Lost forests; the wonders of springtime

Kai Hagen

April 4, 2003

Since the beginning of winter, just before Christmas, Maryland and the rest of the northern hemisphere has been tilting back toward the sun. You wouldn't know it by the weather, of course, as global winds and currents shift slowly, and the whole of winter comes and goes while the sun grows stronger and the days get longer.

Late snows and lingering cold delayed the inevitable arrival of spring a bit more than usual this year. Still, evidence of spring was trickling in for a while, with skunk cabbage popping up here and maple sap running there. But with the recent stretch of warm and sunny days, the trickle has become a flood of early blossoms, new green growth and bustling wildlife activity throughout Frederick County.

Springtime in our part of the world is an annual extravaganza. Breathtaking beauty is everywhere, not to be missed even by those who only glance out the window of their home or speed past it on their commute to work. Spring is certainly stunning in our yards and along our neighborhood streets and in our city parks. It's so lovely, in fact, that you might not be tempted to get out into the woods to see and hear the wonders of spring in the wild spaces of the county - a different sort of spring.

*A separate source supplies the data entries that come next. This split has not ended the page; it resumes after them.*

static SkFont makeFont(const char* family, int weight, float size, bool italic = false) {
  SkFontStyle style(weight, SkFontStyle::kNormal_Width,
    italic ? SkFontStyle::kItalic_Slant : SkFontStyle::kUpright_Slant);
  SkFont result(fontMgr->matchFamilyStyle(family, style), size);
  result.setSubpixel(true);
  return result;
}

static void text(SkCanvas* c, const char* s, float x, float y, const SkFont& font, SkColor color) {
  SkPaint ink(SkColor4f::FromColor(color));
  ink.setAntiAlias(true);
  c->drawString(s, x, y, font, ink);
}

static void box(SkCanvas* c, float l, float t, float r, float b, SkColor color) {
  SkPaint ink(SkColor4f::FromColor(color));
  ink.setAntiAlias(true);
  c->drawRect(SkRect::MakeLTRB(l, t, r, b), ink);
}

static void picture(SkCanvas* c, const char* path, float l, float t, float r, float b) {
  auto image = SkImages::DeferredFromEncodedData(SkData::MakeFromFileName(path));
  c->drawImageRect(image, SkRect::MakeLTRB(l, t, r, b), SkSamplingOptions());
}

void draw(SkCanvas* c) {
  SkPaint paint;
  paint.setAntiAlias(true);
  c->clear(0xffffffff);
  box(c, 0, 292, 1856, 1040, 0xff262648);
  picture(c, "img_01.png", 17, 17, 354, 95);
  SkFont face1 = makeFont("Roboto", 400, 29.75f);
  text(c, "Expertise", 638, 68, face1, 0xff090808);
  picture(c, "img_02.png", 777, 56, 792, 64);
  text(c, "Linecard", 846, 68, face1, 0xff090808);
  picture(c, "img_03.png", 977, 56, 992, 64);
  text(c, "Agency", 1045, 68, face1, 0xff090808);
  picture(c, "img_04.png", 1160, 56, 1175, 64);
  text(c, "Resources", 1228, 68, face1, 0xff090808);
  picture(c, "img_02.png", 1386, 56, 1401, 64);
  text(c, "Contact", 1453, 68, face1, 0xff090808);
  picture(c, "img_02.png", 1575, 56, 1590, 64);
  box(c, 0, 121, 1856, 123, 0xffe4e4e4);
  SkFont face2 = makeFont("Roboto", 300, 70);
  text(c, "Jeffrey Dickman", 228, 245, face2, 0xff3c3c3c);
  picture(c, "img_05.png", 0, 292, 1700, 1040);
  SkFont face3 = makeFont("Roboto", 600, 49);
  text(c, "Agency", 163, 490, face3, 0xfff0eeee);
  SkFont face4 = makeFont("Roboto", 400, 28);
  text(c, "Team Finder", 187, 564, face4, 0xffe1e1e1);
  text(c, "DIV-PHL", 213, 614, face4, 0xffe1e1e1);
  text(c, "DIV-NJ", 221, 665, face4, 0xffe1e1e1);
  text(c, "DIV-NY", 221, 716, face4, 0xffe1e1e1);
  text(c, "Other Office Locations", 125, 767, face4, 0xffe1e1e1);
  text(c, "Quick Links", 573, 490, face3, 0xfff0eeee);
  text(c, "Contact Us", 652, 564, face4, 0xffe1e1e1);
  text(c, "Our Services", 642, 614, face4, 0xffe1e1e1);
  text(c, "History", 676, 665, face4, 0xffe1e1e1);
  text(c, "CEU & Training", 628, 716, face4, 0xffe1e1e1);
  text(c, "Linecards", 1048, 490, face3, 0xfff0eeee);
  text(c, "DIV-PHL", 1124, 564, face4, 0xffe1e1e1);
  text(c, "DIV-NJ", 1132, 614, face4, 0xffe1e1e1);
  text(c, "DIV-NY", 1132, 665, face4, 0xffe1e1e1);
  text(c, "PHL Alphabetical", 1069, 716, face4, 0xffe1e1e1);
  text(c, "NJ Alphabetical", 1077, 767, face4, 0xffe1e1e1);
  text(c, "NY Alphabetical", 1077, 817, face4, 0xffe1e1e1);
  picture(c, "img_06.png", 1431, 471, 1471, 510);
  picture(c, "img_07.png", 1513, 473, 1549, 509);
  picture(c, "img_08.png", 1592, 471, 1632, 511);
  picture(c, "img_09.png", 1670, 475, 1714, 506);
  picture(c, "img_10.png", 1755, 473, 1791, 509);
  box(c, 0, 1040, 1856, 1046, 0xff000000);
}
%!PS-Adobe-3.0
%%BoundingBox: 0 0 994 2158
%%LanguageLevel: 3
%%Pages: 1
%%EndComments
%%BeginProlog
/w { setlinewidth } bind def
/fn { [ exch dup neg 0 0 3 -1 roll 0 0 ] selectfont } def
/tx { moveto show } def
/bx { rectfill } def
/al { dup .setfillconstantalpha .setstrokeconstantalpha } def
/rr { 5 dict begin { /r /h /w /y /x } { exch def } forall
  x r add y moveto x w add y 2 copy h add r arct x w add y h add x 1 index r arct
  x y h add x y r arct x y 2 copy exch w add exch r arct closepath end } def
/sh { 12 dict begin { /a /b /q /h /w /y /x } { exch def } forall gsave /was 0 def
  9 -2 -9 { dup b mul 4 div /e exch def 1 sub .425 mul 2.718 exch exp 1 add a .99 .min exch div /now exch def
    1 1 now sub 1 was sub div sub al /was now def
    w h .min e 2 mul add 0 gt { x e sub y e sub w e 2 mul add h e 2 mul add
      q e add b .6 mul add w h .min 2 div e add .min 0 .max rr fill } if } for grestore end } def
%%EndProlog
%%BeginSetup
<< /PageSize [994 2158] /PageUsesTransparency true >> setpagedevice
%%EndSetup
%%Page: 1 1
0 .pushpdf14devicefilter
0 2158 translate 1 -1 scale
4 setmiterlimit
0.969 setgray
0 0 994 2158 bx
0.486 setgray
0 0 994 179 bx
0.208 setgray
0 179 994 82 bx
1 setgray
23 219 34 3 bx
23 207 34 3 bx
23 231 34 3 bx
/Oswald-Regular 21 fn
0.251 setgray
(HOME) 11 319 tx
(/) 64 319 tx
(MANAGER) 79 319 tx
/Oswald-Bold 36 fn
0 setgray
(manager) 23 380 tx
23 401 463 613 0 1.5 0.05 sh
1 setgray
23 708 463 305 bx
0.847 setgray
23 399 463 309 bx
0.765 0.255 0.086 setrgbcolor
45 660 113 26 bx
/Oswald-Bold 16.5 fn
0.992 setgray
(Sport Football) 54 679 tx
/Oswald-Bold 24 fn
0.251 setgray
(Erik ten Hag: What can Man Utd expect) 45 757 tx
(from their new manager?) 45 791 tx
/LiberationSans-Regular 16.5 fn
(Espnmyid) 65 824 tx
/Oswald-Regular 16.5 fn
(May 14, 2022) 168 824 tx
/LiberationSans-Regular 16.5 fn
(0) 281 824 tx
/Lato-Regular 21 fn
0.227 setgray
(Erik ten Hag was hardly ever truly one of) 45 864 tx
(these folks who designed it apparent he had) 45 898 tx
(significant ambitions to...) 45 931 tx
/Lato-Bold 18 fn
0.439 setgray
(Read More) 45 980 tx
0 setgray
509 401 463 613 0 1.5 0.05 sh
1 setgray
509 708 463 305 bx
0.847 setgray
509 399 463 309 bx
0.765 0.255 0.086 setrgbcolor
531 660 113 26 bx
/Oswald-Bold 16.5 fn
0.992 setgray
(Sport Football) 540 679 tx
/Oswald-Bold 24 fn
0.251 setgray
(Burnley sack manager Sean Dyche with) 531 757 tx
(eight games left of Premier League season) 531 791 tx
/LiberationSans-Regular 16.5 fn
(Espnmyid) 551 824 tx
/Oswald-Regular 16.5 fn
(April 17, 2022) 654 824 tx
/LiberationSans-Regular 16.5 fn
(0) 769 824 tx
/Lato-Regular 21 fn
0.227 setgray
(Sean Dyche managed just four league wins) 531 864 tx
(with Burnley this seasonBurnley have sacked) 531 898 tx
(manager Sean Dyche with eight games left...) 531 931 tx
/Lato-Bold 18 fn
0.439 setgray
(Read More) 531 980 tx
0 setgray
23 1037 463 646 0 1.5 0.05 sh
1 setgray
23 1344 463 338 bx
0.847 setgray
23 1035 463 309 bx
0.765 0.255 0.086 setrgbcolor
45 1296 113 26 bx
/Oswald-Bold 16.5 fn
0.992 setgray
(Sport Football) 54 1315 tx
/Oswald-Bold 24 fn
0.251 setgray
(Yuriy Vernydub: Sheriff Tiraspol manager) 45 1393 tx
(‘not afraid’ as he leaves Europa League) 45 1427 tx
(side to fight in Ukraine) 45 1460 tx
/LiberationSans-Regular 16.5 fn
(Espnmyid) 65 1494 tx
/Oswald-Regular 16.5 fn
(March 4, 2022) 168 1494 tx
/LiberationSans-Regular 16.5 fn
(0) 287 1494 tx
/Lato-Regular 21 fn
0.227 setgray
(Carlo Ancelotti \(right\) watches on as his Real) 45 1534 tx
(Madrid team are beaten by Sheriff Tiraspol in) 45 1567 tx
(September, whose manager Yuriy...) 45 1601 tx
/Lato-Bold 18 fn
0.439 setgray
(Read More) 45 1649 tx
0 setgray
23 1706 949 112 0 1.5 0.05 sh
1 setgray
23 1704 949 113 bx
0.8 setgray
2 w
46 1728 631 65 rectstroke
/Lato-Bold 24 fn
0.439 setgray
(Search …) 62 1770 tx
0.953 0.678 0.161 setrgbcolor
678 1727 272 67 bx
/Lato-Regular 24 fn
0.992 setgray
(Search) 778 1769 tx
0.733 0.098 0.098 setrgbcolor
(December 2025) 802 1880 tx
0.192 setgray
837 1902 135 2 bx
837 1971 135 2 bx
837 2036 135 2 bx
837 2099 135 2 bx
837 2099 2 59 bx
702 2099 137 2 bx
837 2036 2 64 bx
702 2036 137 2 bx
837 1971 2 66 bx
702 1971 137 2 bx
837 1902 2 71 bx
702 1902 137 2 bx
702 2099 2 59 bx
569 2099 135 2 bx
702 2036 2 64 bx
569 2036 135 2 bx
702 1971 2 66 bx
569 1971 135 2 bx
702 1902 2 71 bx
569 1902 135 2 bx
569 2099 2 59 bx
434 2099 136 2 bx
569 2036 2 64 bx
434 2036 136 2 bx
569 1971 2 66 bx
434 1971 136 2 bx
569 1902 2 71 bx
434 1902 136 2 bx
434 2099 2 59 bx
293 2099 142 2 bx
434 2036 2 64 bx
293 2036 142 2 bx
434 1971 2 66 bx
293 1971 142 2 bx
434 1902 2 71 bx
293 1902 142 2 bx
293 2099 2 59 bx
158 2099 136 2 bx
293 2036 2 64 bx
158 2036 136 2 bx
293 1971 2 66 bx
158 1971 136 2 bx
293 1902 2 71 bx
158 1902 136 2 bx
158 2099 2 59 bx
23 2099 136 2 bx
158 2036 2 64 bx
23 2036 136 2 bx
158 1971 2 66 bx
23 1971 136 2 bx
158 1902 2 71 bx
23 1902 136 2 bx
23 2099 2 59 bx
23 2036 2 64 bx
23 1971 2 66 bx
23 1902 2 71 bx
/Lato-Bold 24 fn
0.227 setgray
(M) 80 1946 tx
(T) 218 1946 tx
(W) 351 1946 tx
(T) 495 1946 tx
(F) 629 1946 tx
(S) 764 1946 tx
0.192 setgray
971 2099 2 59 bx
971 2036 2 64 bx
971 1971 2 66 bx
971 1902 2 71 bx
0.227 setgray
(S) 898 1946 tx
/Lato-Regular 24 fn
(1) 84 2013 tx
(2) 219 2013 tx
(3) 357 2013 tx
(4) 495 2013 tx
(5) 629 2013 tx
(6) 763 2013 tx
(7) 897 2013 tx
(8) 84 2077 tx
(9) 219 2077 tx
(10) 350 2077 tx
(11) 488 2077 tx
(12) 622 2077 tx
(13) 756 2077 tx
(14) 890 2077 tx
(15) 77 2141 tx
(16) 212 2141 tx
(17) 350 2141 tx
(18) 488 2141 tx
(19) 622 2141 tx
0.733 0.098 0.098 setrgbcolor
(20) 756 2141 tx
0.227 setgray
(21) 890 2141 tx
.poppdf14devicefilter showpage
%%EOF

Before Europeans arrived here a few hundred years ago, what is now Frederick County was almost entirely cloaked by an impressive climax forest dominated by immense chestnut trees, along with huge hemlock and tulip trees, and a rich mixture of beech, oaks, maples, hickories, and so many others, all towering over an understory of dogwoods, redbud, blue beech, ironwood, spicebush, wild azalea, mountain laurel and a stunning variety of woodland wildflowers. The forest was also home to a remarkable diversity of creatures.

For ages, the only sort of spring in Frederick County was spring in the forest.

Incredibly, not a single small patch of the original forest survived the timber cutting and early farms that followed the first wave of explorers and trappers, not even on the steepest slope or most rocky crest. We can only lament that nobody had the foresight to preserve an example of it somewhere

Over the decades, with a combination of conscious efforts and benign neglect, many of the trees have returned to broad sweeps of the Catoctin Mountains, narrow corridors along the Monocacy and Potomac Rivers, and scattered patches throughout our agricultural landscape.

Left alone, the trees grow back quickly. But it takes a lot more time to re-create a forest...or a springtime...anything like what was here before. For all the potential it may hold, a patch of woodland with young trees is not a forest, and many or most of the pieces will be missing.

But, by now, some of our public parks and other preserves have been protected long enough to offer more than just a sense of what spring was like for millennia. And the time to experience much of the beauty of spring in the forest is April, well before the green wave sweeps up the river valleys and over the gentle ridges. A walk in the woods can be a joy any time of year, of course, but it is a special delight before the budding trees cast a summer-long shadow on the forest floor.

Waiting until the forest is green means missing out on the magic of frog music. Summer visitors to woodland ponds can count on hearing the solitary burps of big bullfrogs and green frogs. But the vernal pools and wetlands in the woods resonate with the sounds of wood frogs and spring peepers and gray tree frogs and American toads. If that doesn't sound like a treat to you, it is only because you haven't had the pleasure!

The wonders of the early spring forest also include colorful songbirds that rarely, if ever, venture beyond the forest interior. No doubt, our homes are enlivened by the sounds of cardinals and mockingbirds and other birds that have adapted to city and suburbs. But you have to walk in the woods to enjoy the sights and sounds of a scarlet tanager or wood thrush or many other arriving residents and migrants passing through.

Our sunny home gardens bloom throughout the spring and summer, but, while you can find some flowers in the woods until late autumn, the great riot of native wildflowers happens early, when the bright sun still reaches the ground. The fallen leaves of last year are pushed aside by the vigorous growth of colorful wildflowers. The rich ground is dotted with bloodroot, rue anemone, spring beauty, trout lily, sharp-lobed hepatica, large-flowered bellwort, Dutchman's breeches, Virginia bluebell, and patches of wild ginger, trillium, cutleaf toothwort, yellow violet and more.

You will see countless lovely daffodils and tulips and marigolds and roses and azaleas this spring and every spring. You can just as easily go a lifetime without hearing a chorus of spring peepers or the song of a hermit thrush, or seeing the delicate beauty of a showy orchis.

Many of the best places to find mature and rich woodlands in Frederick County are in the public lands along the Potomac and C&O Canal, in the parks on the Catoctin and South Mountain ridges, and in the privately-owned preserve at Sugarloaf Mountain.

Consider yourself encouraged to take a short drive and a long walk!